Renewal
Botanicals

Renewal

Ozark, MO · April 11, 2026 · 16:54 LT
Capture sheet
Body
NIKON CORPORATION NIKON Z 8
Lens
NIKKOR Z MC 105mm f/2.8 VR S
Aperture
f/7.1
Shutter
1/1000
Focal
105 mm
Focal length
105mm
The making of

This is my favorite shot of the season, and I think it's because of what it's about to do. A bud on a bare twig - an oak, I believe, though I won't pretend to be sure. What I love is the moment I caught it in: the brown bud scales, the tough little casing that carried it through the cold, finally splitting open. And there inside, the palest green and gold, soft and new, edged all over with fine silver hairs. Out of something so small, so guarded, so easy to overlook, a whole broad leaf is preparing to unfurl. The full canopy of a mature tree begins right here, in a thing barely bigger than a grain of rice. I'm 57. And I'll be honest - I didn't expect a tree bud to move me the way this one did.
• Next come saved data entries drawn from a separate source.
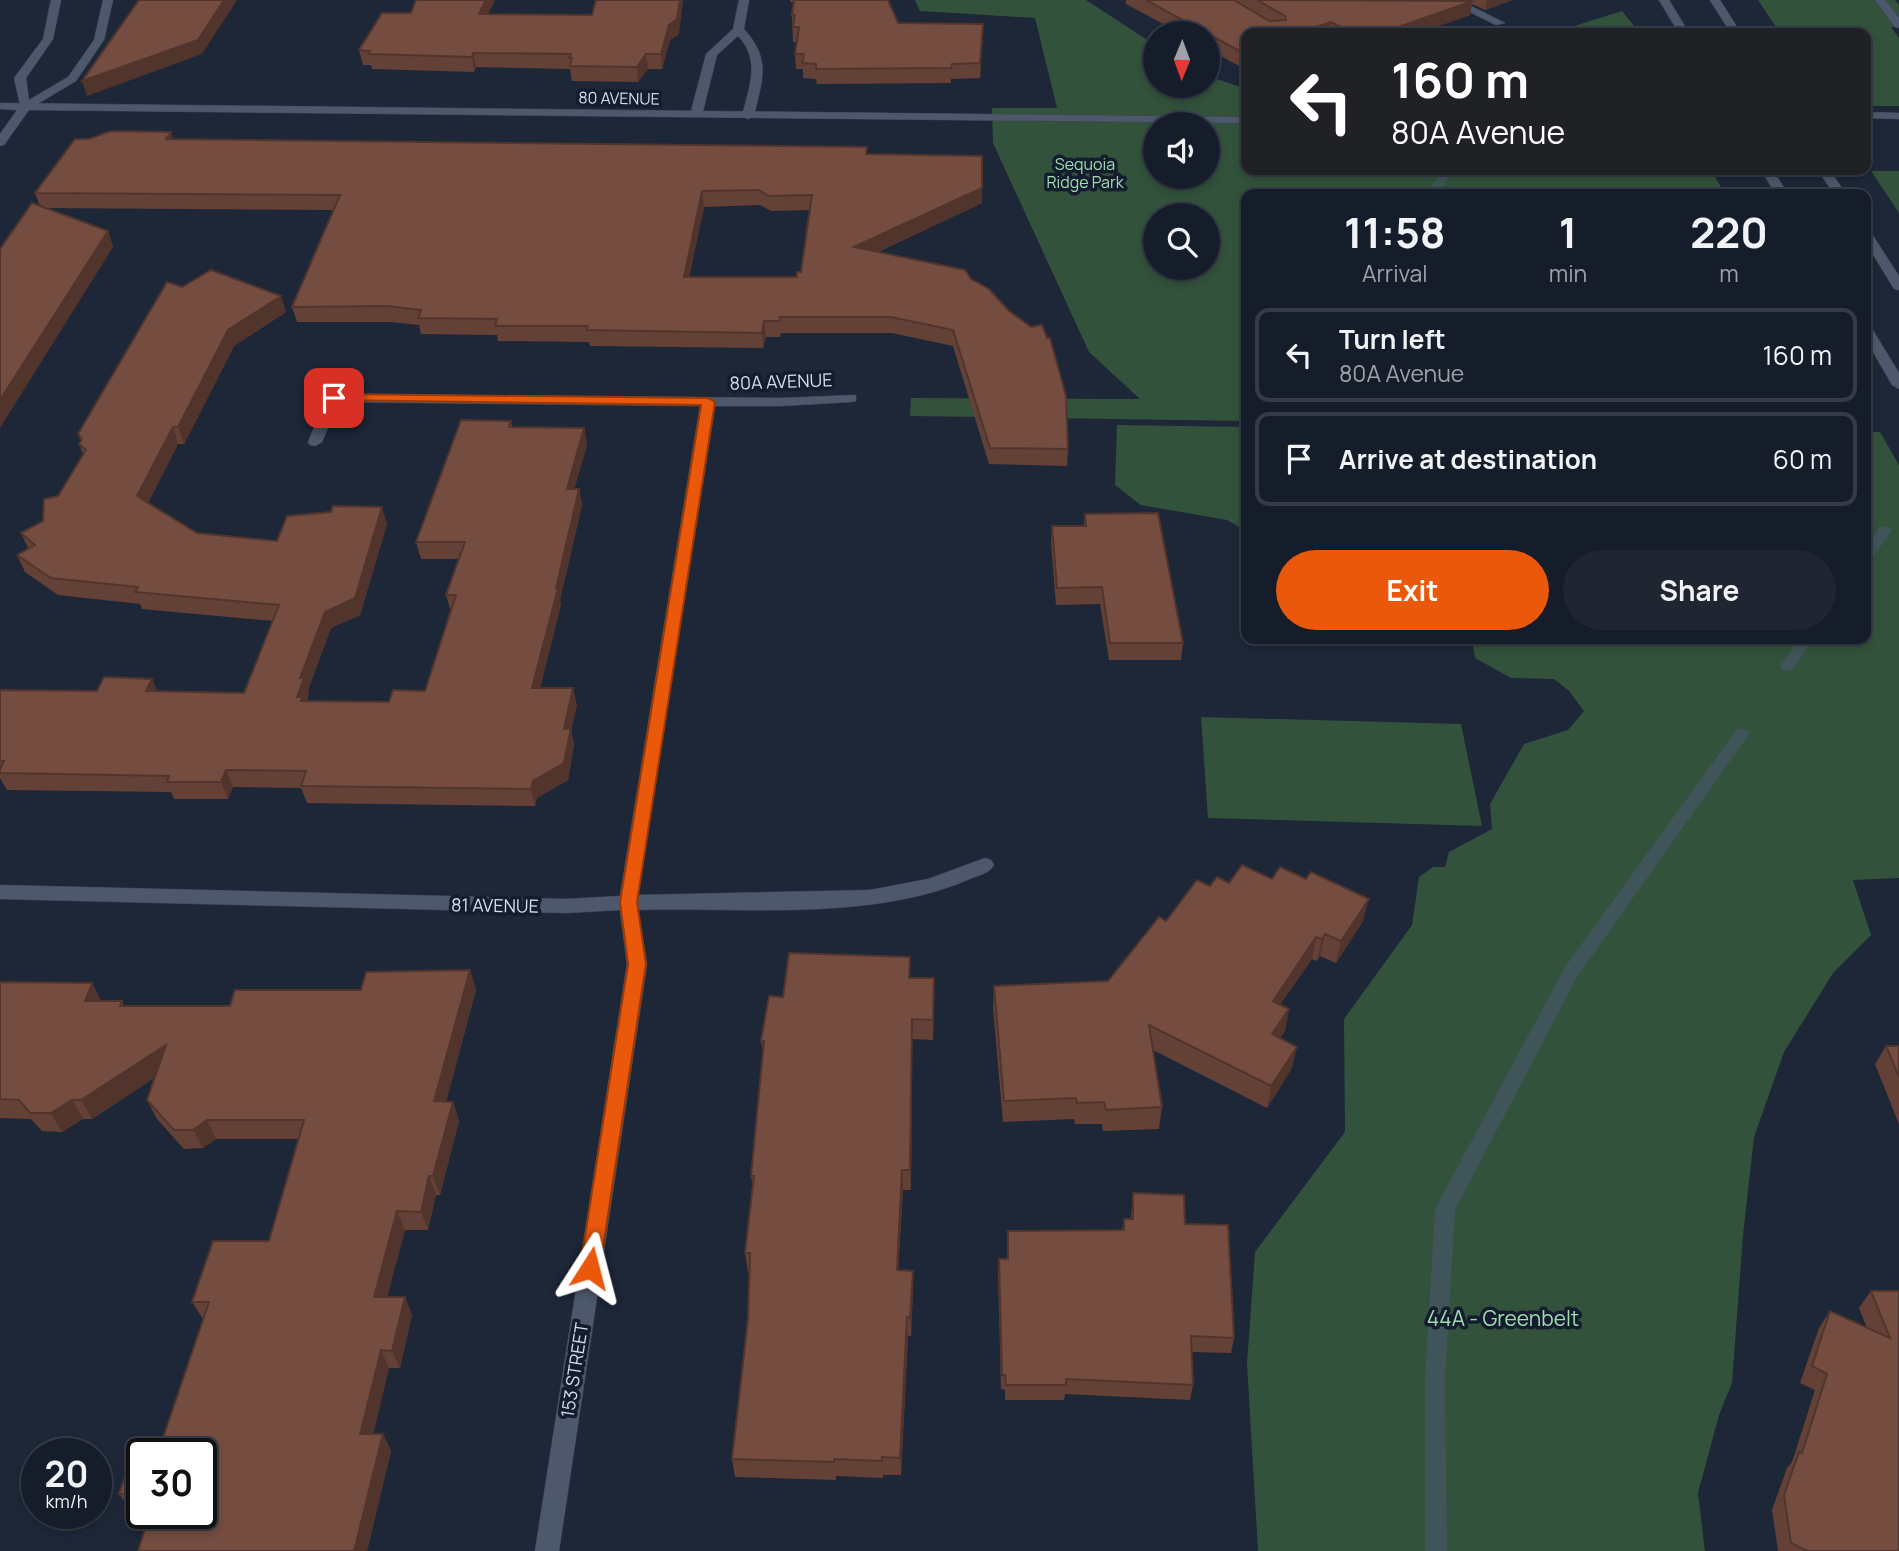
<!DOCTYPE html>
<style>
body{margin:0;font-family:Manrope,sans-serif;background:#1f2632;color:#f1f3f6;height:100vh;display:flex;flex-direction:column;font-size:26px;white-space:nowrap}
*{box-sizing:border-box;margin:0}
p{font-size:23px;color:#9ea2a8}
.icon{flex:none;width:38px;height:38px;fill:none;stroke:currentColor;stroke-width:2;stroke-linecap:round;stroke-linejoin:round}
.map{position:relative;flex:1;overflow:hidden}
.drawer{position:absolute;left:1241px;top:189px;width:630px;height:455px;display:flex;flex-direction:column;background:#161d2a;border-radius:14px;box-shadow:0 4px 10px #0003,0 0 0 2px #353b47}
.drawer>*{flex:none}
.banner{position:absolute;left:1241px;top:28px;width:630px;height:147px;border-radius:14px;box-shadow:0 4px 10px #0003,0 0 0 2px #353b47;background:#202124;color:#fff;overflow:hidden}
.needle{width:46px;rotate:181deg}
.tools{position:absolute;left:1143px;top:21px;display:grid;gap:14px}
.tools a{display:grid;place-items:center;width:77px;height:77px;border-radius:50%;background:#161d2a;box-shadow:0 4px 10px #0003,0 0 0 2px #353b47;font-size:35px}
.speed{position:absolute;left:21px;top:1438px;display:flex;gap:14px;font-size:35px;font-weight:700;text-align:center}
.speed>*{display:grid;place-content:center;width:91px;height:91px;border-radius:50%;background:#161d2a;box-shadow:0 4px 10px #0003,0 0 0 2px #353b47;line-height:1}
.speed small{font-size:18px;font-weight:400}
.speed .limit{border:4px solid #111;border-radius:10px;background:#fff;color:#111}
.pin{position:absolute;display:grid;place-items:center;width:60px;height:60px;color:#fff;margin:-30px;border-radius:14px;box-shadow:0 4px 10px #0006}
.me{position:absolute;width:77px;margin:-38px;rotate:9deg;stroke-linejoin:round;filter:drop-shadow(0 0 5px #0008)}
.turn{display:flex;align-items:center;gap:24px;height:147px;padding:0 35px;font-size:32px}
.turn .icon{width:91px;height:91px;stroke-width:2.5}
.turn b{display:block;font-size:49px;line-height:60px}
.eta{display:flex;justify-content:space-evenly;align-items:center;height:119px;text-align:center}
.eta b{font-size:42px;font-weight:700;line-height:49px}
.button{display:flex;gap:14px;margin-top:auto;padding:14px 35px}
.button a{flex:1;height:80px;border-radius:42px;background:#ea580c;color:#fff;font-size:28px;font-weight:700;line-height:80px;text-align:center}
.button a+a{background:#1f2632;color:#f1f3f6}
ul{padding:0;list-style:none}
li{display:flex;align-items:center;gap:21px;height:94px;margin:0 14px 10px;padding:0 21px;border:4px solid #353b47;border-radius:14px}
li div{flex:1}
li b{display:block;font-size:26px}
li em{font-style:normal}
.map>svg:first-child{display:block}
.green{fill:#32523b;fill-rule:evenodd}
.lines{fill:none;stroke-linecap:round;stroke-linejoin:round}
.stream{fill:#405559;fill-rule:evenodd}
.lane-casing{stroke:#3d4554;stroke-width:1}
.street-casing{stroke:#3d4554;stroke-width:1}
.secondary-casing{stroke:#3d4554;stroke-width:1}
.lane{fill:#4d586c;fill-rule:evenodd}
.street{fill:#4d586c;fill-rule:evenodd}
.secondary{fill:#4d586c;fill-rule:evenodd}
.wall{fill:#644137;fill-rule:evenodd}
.shaded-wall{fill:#51352d}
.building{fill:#744c40;stroke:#51352d;stroke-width:2;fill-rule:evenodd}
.route{fill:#ea580c;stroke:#983908;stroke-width:2}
.labels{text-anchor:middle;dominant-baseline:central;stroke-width:7;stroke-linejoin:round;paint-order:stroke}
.far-street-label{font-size:16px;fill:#d7dde9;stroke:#141d2e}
.far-park-label{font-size:16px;fill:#9fdcae;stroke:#141d2e}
.street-label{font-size:18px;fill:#d7dde9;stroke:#141d2e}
.near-park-label{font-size:21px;fill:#9fdcae;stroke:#141d2e}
</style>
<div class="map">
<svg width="1899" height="1551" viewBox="0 0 1899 1551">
<rect width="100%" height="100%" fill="#1d2738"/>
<path class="green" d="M915 0H1086L1155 45V86H1208V76L1246 89V170H1711L1725 194H1246V421L910 416 911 398 1140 399 1089 352 993 143 992 108H1057L1035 18 920 11ZM1155 124H1208V177H1155ZM1155 215H1208V268H1155Z
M1758 0H1895L1899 5V26L1891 27 1899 38V106H1866V33H1780Z
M1622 11 1638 31 1644 33H1552Z
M1871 171H1899V213Z
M1117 425 1246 427V531L1227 520 1141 505 1115 485Z
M1866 432H1880L1899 465V878L1853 880 1871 935 1833 973 1784 1052 1754 1137 1743 1235 1732 1383 1719 1415 1698 1493 1705 1551H1258L1247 1364 1255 1252 1345 1132 1344 1019 1412 925 1419 877 1433 867H1445L1449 852 1492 829 1490 804 1524 744 1568 730 1584 711 1569 691 1554 679 1511 678 1475 658 1472 639H1866Z
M1201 717 1461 724 1482 826 1208 818Z"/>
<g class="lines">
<path class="stream" d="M1446 170H1457L1434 194H1423Z
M1885 526 1892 530 1871 560 1866 561V548L1880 527Z
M1799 639H1813L1792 670H1782L1780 666Z
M1742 728 1750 733 1747 737 1577 977 1455 1210 1445 1379 1447 1551H1425V1379L1435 1209 1565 967 1737 729Z"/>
<g class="lane-casing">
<path id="lane" d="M51 0H61L53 39 26 78 29 100 68 77 94 40 103 0H113L104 40 76 81 29 109H21L14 78 43 39Z
M739 0H749L744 29C772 60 762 80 754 116L748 119 742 116C749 87 761 60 738 36L717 55 702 115 692 117 690 115 706 54 733 29Z
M1875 0H1885L1899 18V28L1895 27Z
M1866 112 1899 113V119L1866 118Z"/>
</g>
<g class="street-casing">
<path id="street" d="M1446 0H1459L1505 23 1496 25Z
M0 103 1237 117 1243 120 1237 123 29 110 4 145 0 146V134L17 110 0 109Z
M339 381 346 385 342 394 781 398 856 395V401L851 402 781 406H715L638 895 870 890 928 879 985 858 991 860 994 865C990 873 980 875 972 878 874 922 744 907 638 910L647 964 559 1551H535L627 964 620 910 566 913 0 899V885L566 899 620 896 700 406 339 402 322 442 315 446 310 445 308 442 332 385Z"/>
</g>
<g class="secondary-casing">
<path id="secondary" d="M1659 0H1669L1689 33H1679Z
M1710 0H1720L1741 33H1731Z
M1761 170H1773L1788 194H1776Z
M1818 170H1830L1846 194H1834Z
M1866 230 1870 231 1899 276V290L1894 289 1866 243Z
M1866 326 1871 327 1899 373V389L1892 385 1866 340Z"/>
</g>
<use href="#lane" class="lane"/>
<use href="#street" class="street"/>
<use href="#secondary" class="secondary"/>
</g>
<path class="wall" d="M495 0 488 14 679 34 670 40 662 69H648L638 82 572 81 570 69 476 67 474 72 372 69 371 65H363L359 50 411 13Z
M790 0H888L898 23 983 24 980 78 951 79V83L817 84 816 79 803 78V69H796L795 54 797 42H793L792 15 794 2H790Z
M1126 0H1512L1485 10 1472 4 1470 15 1419 33H1246L1241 67 1208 49V33H1180L1126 4Z
M173 139 867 154 982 203 878 252 1068 449 1067 466 989 464 953 346 892 333H781L780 337H766L763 348 590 346 589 342 498 341 497 335 421 334 419 325 390 322H297L292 307 333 210 46 208 108 231 113 247 40 206 35 193ZM760 205 771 211 810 210 801 272 797 277H689L704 207Z
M182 287 286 312 234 346 184 444H178L148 503 197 533 277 541 387 524 360 615 331 628 308 690 309 694 307 701 389 702 425 691 451 612 446 595 459 559H421L416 542 511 421 512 427 584 428 587 445 574 489H579L582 505 560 600 561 605 540 688 577 705 571 730 574 745 568 780 537 798 535 806 307 803 301 788 233 787 228 799H174L171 792 7 790 0 778V690L97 691 152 679 157 691 244 693 273 621 142 609 140 604 58 595 25 572 17 555 28 548 21 533 43 521 83 454 79 444 81 442 78 434Z
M1085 514 1183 643 1181 660H1109L1100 604 1056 605 1051 543 1052 526H1084Z
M1272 879H1306L1363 921 1336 963 1320 956 1317 961 1312 959 1280 1004 1289 1009 1285 1031 1280 1038 1292 1068 1267 1108 1153 1050 1162 1107 1159 1129 1103 1131 1102 1124H1075L1074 1119 1003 1122 993 1008 994 986 1108 981 1166 921 1210 886 1229 883Z
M470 970 476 990 446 1102H453L459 1121 440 1195H436L428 1230H405L387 1297H405L412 1315 400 1368H389L373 1434H383L391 1451 367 1551H138L150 1514H201V1454H142V1511H131L119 1494 136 1443 161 1444 203 1319 192 1302 213 1241H269L299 1139H216L203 1148 184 1149 157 1119 147 1100 154 1078 92 1119H83L62 1132 42 1131 31 1119 0 1118V982L92 983 101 1001H122L124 1006H230L235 990H361L366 972Z
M910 978H934V998L933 1040 912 1039 911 1190H903L898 1270 913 1271V1290L911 1336H908L901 1475H883V1478L836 1476V1480L735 1477 732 1459 748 1319 749 1272H748L745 1253 753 1187 751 1176 763 1053 761 1041Z
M1886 1046H1899V1124L1875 1064Z
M1133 1193 1185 1224 1234 1338 1231 1353 1192 1352 1193 1385 1190 1400 1065 1394 1064 1400H1005V1390L1001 1389 998 1275 999 1259H1007L1008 1231 1122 1230 1124 1219H1131Z
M1871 1291H1899V1551H1778L1772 1510 1787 1468 1792 1462 1815 1390 1800 1383 1819 1328 1830 1311 1867 1328 1859 1308Z"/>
<path class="shaded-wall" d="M224 0H237L202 54 87 96 82 81Z
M486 0H495L481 29 479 14Z
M680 0H683L679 34 670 40 662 69 661 54 669 25Z
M1487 0H1512L1485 10Z
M1473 1 1470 15 1419 33H1381Z
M1331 22 1329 33H1298Z
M983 24V38L980 78V63Z
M1246 51V66L1241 67 1243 53Z
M473 53 476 67 474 72 472 57Z
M646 54 648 69 638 82 637 67Z
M171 132 175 147 166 139Z
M982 188V203L855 263 854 247Z
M702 191 704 207 686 293 684 277Z
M108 231 113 247 0 428V400Z
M281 296 286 312 234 346 184 444 178 427 228 330Z
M764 321 766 337 763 348 762 333Z
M173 427 178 444 143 513 137 496Z
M584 428 587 445 570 505 567 489Z
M579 489 582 505 560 600 561 605 536 704 532 688Z
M382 507 387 524 360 615 331 628 308 690 309 694 306 705 297 697 300 678 325 612Z
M152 679 159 695 146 691Z
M573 688 577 705 571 730 574 745 568 780 537 798 535 806 531 789 533 781 564 729Z
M226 770 233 787 228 799 221 782Z
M1369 899 1363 921 1336 963 1341 941Z
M1325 934 1320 956 1317 961 1322 939Z
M1316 937 1312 959 1268 1022 1273 1001Z
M470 970 476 990 441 1120 434 1101Z
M92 983 102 1003 85 1001Z
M1289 1009 1285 1031 1268 1056 1272 1034Z
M912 1019V1039L911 1190 910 1170Z
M166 1045 176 1064 92 1119 81 1100Z
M1297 1047 1292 1068 1267 1108 1271 1086Z
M72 1100 83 1119 62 1132 51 1113Z
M453 1102 459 1121 440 1195 433 1176Z
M207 1120 216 1139 203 1148 193 1130Z
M902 1170 903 1190 897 1289V1270Z
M429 1176 436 1195 428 1230 421 1212Z
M397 1211 405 1230 382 1314 374 1297Z
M913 1271V1290L911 1336 910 1317Z
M405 1297 412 1315 400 1368 392 1351Z
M907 1317 908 1336 901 1475 900 1458Z
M381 1350 389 1368 369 1451 360 1434Z
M383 1434 391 1451 367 1551H354Z"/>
<path class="building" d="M139 0H224L198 40 82 81Z
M416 0H486L479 14 592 15 596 0H680L677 19 669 25 661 54H646L637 67 570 66 572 58H569L571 54 473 53 472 57 368 54 370 51 359 50 382 13H411Z
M794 0H888L898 23 983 24 980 63 952 64 951 68 816 69V64L802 63 804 54H795L799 27H793L795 15H792Z
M1146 0H1234L1269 21 1286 20 1285 16 1257 0 1473 1 1381 33H1353L1331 22 1298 33H1246V51L1243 53Z
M111 131 171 132 166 139 867 147 866 154 982 156V188L854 247 965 270 971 279 989 289 1008 310 1031 327 1042 325 1047 338H1050L1066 396 1068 449 990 448 953 330 891 317H780L779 321H764L762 333 587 330 588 326H495L497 319 418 318 421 310 387 306 292 307 340 195 35 193 75 139H89ZM759 190 769 196 812 195 801 272H797V277H684L702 191Z
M32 203 108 231 0 400V249Z
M211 270 281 296 228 330 178 427H173L137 496 197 533 277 541 287 516 331 512 333 506 382 507 355 598 325 612 300 678H304L297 697H303L301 701 389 702 393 690 425 691 456 595H446L465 542H416L461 420 511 421 509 427 584 428 567 489H579L556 588H558L532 688H573L564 729 571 728 564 763 533 781 531 789 301 786 306 771 226 770 221 782H167L169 776 0 773V769L4 761H0V690L97 691 104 677 152 679 146 691 244 693 279 605 135 592 138 587 51 578 17 555 35 545 21 533 43 521 44 499 58 496 86 450 79 444 82 439 78 434 167 282 182 287Z
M1158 513 1183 643H1110L1102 587 1057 588 1052 526H1086L1085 514Z
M1242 865 1272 879 1280 867 1306 879 1311 872 1369 899 1341 941 1325 934 1322 939 1316 937 1273 1001 1289 1009 1272 1034 1297 1047 1271 1086 1149 1025 1162 1107 1106 1110 1104 1102 1077 1103 1076 1098 1004 1101 994 986 1108 981 1159 917 1166 921 1197 880 1210 886 1217 877 1229 883Z
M789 953 910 957 909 978H934L933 1020 912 1019 910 1170H902L897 1270 913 1271 910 1317H907L900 1458 882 1457V1461L834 1459V1462L732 1459 748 1319 750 1253H745L754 1176H751L764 1041H761L769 996 783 997Z
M470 970 434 1101 453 1102 433 1176H429L421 1212 397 1211 374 1297H405L392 1351 381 1350 360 1434H383L354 1551H138L150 1514H201V1454H142V1495L119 1494 136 1443 161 1444 209 1302H192L213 1241H269L304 1120H207L193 1130H174L147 1100 166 1045 81 1100H72L51 1113H30L19 1100 0 1099V982L92 983 85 1001H122L120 1006H230L235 990H361L366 972Z
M1886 1046H1899V1077Z
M1133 1193 1184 1195 1185 1224 1228 1225 1234 1338 1191 1336 1193 1385 1066 1379V1385H1006L1005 1375H1002L999 1259H1008V1231L1124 1230V1219H1133Z
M1871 1291H1899V1551H1807L1791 1543 1784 1495 1799 1452 1802 1453 1827 1374 1812 1366 1830 1311 1890 1338Z"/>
<path class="route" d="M334 394 708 398 715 402 637 902 646 964 600 1268 597 1274 590 1277 583 1274 580 1268 628 964 620 902 701 405 330 400 328 398Z"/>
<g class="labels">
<g class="far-street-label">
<text transform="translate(619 98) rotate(1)">80 AVENUE</text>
</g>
<g class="far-park-label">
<text x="1085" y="164">Sequoia<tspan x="1085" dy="18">Ridge Park</tspan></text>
</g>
<g class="street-label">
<text transform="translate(781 381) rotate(-2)">80A AVENUE</text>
<text transform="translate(495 905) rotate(1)">81 AVENUE</text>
<text transform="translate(574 1370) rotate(-81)">153 STREET</text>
</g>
<g class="near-park-label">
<text x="1503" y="1318">44A - Greenbelt</text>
</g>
</g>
</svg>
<div class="tools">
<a><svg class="needle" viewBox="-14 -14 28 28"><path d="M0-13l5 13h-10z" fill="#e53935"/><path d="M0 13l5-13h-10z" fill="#9ea2a8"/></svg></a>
<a><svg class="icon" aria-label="sound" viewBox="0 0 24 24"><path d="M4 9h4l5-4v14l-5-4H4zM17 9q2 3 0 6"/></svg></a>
<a><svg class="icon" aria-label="search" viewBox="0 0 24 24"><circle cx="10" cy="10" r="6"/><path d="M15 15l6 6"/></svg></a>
</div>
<div class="speed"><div>20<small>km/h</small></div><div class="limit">30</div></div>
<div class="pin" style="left:334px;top:398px;background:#d93025"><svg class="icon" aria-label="arrive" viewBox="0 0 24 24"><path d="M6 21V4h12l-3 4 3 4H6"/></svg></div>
<svg class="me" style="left:590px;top:1268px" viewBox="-20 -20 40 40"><path d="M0-17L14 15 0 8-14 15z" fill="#ea580c" stroke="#fff" stroke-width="4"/></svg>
<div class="banner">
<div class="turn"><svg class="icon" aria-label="left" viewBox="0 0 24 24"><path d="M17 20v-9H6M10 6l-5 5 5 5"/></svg><div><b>160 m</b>80A Avenue</div></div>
</div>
<section class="drawer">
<div class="eta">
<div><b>11:58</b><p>Arrival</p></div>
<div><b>1</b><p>min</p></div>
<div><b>220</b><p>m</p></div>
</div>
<ul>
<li><svg class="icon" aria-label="left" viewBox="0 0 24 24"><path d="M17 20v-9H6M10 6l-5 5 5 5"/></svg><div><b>Turn left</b><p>80A Avenue</p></div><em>160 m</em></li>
<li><svg class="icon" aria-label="arrive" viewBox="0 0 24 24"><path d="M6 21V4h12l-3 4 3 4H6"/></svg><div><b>Arrive at destination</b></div><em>60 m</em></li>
</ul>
<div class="button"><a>Exit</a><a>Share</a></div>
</section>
</div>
But there's a quiet message in it I needed to hear: that renewal isn't reserved for the young. That growth doesn't end when you stop being new. The tree this belongs to may be decades old, and still, every single spring, it does this - it pushes out fresh life, soft and hopeful and reaching, from old and weathered wood. There's beauty in growing. There's beauty in maturing. And there is beauty, maybe most of all, in the fact that the reaching never really has to stop. Whatever our age, whatever winter we've just come through, something in us can still split our hard casing and start anew. That gives me hope. For the tree, and for all of us.